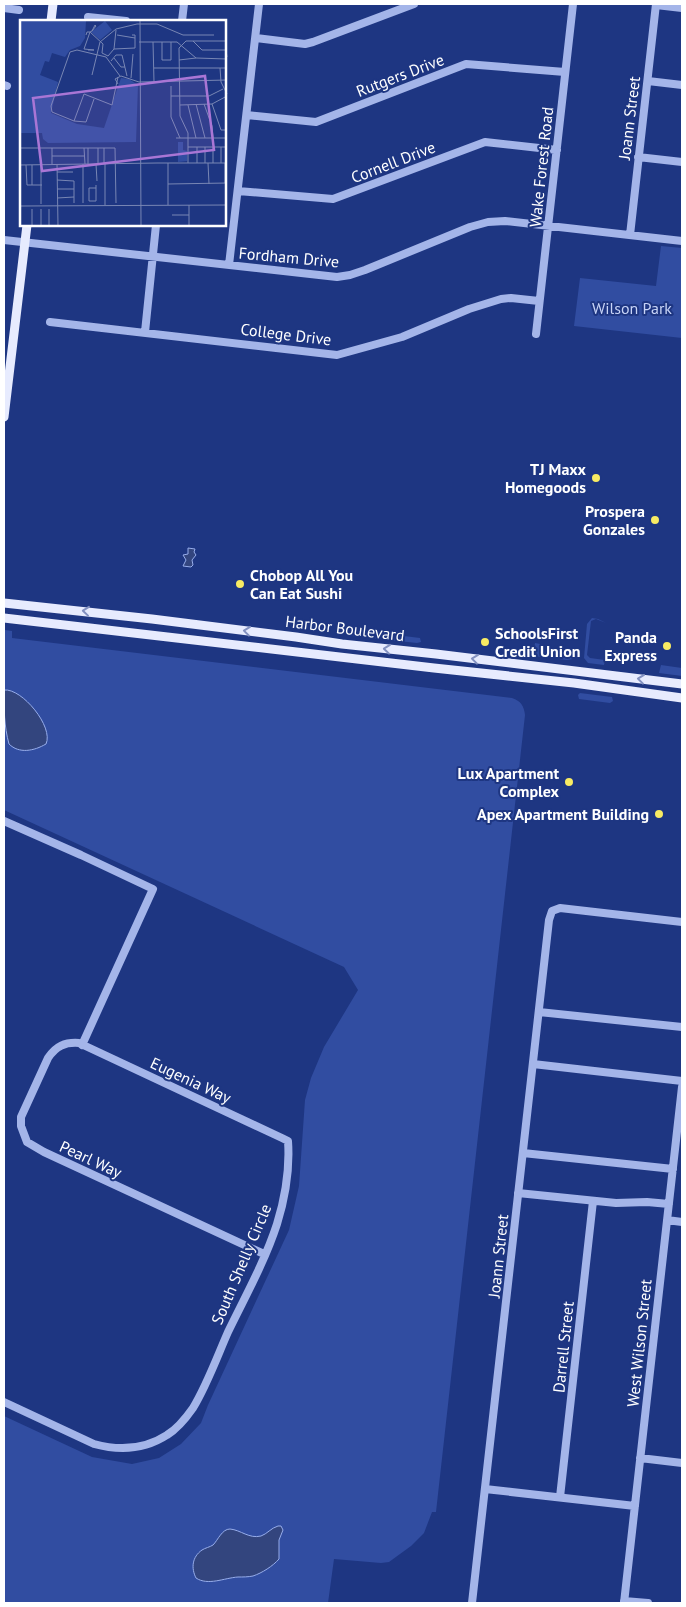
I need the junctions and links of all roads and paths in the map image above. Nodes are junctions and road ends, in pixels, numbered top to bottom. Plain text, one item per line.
1 (53, 4) edge
2 (184, 4) edge
3 (259, 4) edge
4 (414, 4) edge
5 (574, 4) edge
6 (656, 4) edge
7 (4, 8) edge
8 (682, 8) edge
9 (19, 10) dead end
10 (88, 17) dead end
11 (51, 20) edge
12 (116, 20) edge
13 (182, 20) edge
14 (256, 38) junction
15 (565, 72) junction
16 (648, 81) junction
17 (682, 85) edge
18 (247, 115) junction
19 (557, 150) junction
20 (638, 158) junction
21 (682, 162) edge
22 (238, 190) junction
23 (27, 226) edge
24 (156, 226) edge
25 (548, 226) junction
26 (630, 235) junction
27 (4, 240) edge
28 (682, 241) edge
29 (25, 242) junction
30 (153, 256) junction
31 (229, 265) junction
32 (539, 301) junction
33 (50, 322) dead end
34 (145, 332) junction
35 (536, 334) dead end
36 (4, 416) edge
37 (4, 603) edge
38 (4, 618) edge
39 (682, 684) edge
40 (682, 698) edge
41 (4, 821) edge
42 (682, 922) edge
43 (539, 1012) junction
44 (682, 1028) edge
45 (82, 1045) junction
46 (533, 1064) junction
47 (682, 1081) edge
48 (682, 1086) edge
49 (682, 1096) edge
50 (288, 1142) joint
51 (523, 1153) junction
52 (673, 1169) junction
53 (518, 1193) junction
54 (593, 1201) junction
55 (669, 1204) junction
56 (667, 1220) junction
57 (682, 1222) edge
58 (264, 1254) junction
59 (4, 1402) edge
60 (640, 1458) junction
61 (682, 1463) edge
62 (485, 1488) junction
63 (560, 1497) junction
64 (635, 1506) junction
65 (633, 1520) junction
66 (643, 1521) dead end
67 (624, 1602) edge
68 (472, 1603) edge
69 (648, 1603) edge

1 - 11 main road
2 - 13 street
3 - 14 street
4 - 14 street
5 - 15 street, Wake Forest Road
6 - 8 street
6 - 16 street, Joann Street
7 - 9 street
10 - 12 street
14 - 18 street
15 - 18 street, Rutgers Drive
15 - 19 street, Wake Forest Road
16 - 17 street
16 - 20 street, Joann Street
18 - 22 street
19 - 22 street, Cornell Drive
19 - 25 street, Wake Forest Road
20 - 21 street
20 - 26 street, Joann Street
22 - 31 street
23 - 29 main road
24 - 30 street
25 - 26 street, Fordham Drive
25 - 31 street, Fordham Drive
25 - 32 street, Wake Forest Road
26 - 28 street, Fordham Drive
27 - 29 street, Fordham Drive
29 - 30 street, Fordham Drive
29 - 36 main road
30 - 31 street, Fordham Drive
30 - 34 street
32 - 34 street, College Drive
32 - 35 street, Wake Forest Road
33 - 34 street, College Drive
39 -> 37 main road, Harbor Boulevard
38 - 40 main road, Harbor Boulevard
41 - 45 street
42 - 43 street, Joann Street
43 - 44 street
43 - 46 street, Joann Street
45 - 50 street, Eugenia Way
45 - 58 street, Pearl Way
46 - 47 street
46 - 51 street, Joann Street
48 - 49 street, West Wilson Street
49 - 52 street, West Wilson Street
50 - 58 street, South Shelly Circle
51 - 52 street
51 - 53 street, Joann Street
52 - 55 street, West Wilson Street
53 - 54 street
53 - 62 street, Joann Street
54 - 55 street
54 - 63 street, Darrell Street
55 - 56 street, West Wilson Street
56 - 57 street
56 - 60 street, West Wilson Street
58 - 59 street, South Shelly Circle
60 - 61 street
60 - 64 street, West Wilson Street
62 - 63 street
62 - 68 street, Joann Street
63 - 64 street
64 - 65 street, West Wilson Street
65 - 66 street
65 - 67 street, West Wilson Street
67 - 69 street

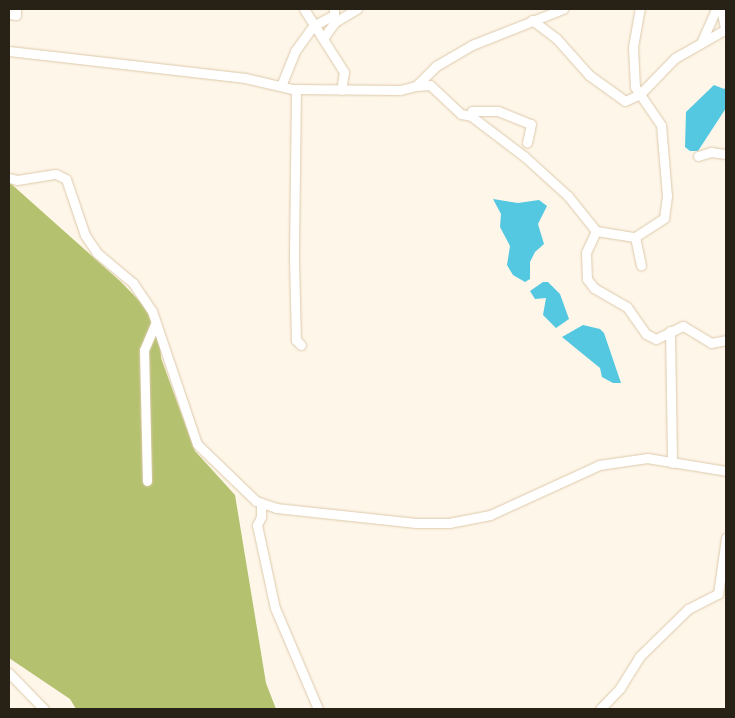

* * * * * * * * *

[Problem requirements] Render the records above word for word and leave the pictures out.

[Problem solution]
I need the junctions and links of all roads and paths in the map image above. Nodes are junctions and road ends, in pixels, numbered top to bottom. Plain text, one item per line.
1 (53, 4) edge
2 (184, 4) edge
3 (259, 4) edge
4 (414, 4) edge
5 (574, 4) edge
6 (656, 4) edge
7 (4, 8) edge
8 (682, 8) edge
9 (19, 10) dead end
10 (88, 17) dead end
11 (51, 20) edge
12 (116, 20) edge
13 (182, 20) edge
14 (256, 38) junction
15 (565, 72) junction
16 (648, 81) junction
17 (682, 85) edge
18 (247, 115) junction
19 (557, 150) junction
20 (638, 158) junction
21 (682, 162) edge
22 (238, 190) junction
23 (27, 226) edge
24 (156, 226) edge
25 (548, 226) junction
26 (630, 235) junction
27 (4, 240) edge
28 (682, 241) edge
29 (25, 242) junction
30 (153, 256) junction
31 (229, 265) junction
32 (539, 301) junction
33 (50, 322) dead end
34 (145, 332) junction
35 (536, 334) dead end
36 (4, 416) edge
37 (4, 603) edge
38 (4, 618) edge
39 (682, 684) edge
40 (682, 698) edge
41 (4, 821) edge
42 (682, 922) edge
43 (539, 1012) junction
44 (682, 1028) edge
45 (82, 1045) junction
46 (533, 1064) junction
47 (682, 1081) edge
48 (682, 1086) edge
49 (682, 1096) edge
50 (288, 1142) joint
51 (523, 1153) junction
52 (673, 1169) junction
53 (518, 1193) junction
54 (593, 1201) junction
55 (669, 1204) junction
56 (667, 1220) junction
57 (682, 1222) edge
58 (264, 1254) junction
59 (4, 1402) edge
60 (640, 1458) junction
61 (682, 1463) edge
62 (485, 1488) junction
63 (560, 1497) junction
64 (635, 1506) junction
65 (633, 1520) junction
66 (643, 1521) dead end
67 (624, 1602) edge
68 (472, 1603) edge
69 (648, 1603) edge

1 - 11 main road
2 - 13 street
3 - 14 street
4 - 14 street
5 - 15 street, Wake Forest Road
6 - 8 street
6 - 16 street, Joann Street
7 - 9 street
10 - 12 street
14 - 18 street
15 - 18 street, Rutgers Drive
15 - 19 street, Wake Forest Road
16 - 17 street
16 - 20 street, Joann Street
18 - 22 street
19 - 22 street, Cornell Drive
19 - 25 street, Wake Forest Road
20 - 21 street
20 - 26 street, Joann Street
22 - 31 street
23 - 29 main road
24 - 30 street
25 - 26 street, Fordham Drive
25 - 31 street, Fordham Drive
25 - 32 street, Wake Forest Road
26 - 28 street, Fordham Drive
27 - 29 street, Fordham Drive
29 - 30 street, Fordham Drive
29 - 36 main road
30 - 31 street, Fordham Drive
30 - 34 street
32 - 34 street, College Drive
32 - 35 street, Wake Forest Road
33 - 34 street, College Drive
39 -> 37 main road, Harbor Boulevard
38 - 40 main road, Harbor Boulevard
41 - 45 street
42 - 43 street, Joann Street
43 - 44 street
43 - 46 street, Joann Street
45 - 50 street, Eugenia Way
45 - 58 street, Pearl Way
46 - 47 street
46 - 51 street, Joann Street
48 - 49 street, West Wilson Street
49 - 52 street, West Wilson Street
50 - 58 street, South Shelly Circle
51 - 52 street
51 - 53 street, Joann Street
52 - 55 street, West Wilson Street
53 - 54 street
53 - 62 street, Joann Street
54 - 55 street
54 - 63 street, Darrell Street
55 - 56 street, West Wilson Street
56 - 57 street
56 - 60 street, West Wilson Street
58 - 59 street, South Shelly Circle
60 - 61 street
60 - 64 street, West Wilson Street
62 - 63 street
62 - 68 street, Joann Street
63 - 64 street
64 - 65 street, West Wilson Street
65 - 66 street
65 - 67 street, West Wilson Street
67 - 69 street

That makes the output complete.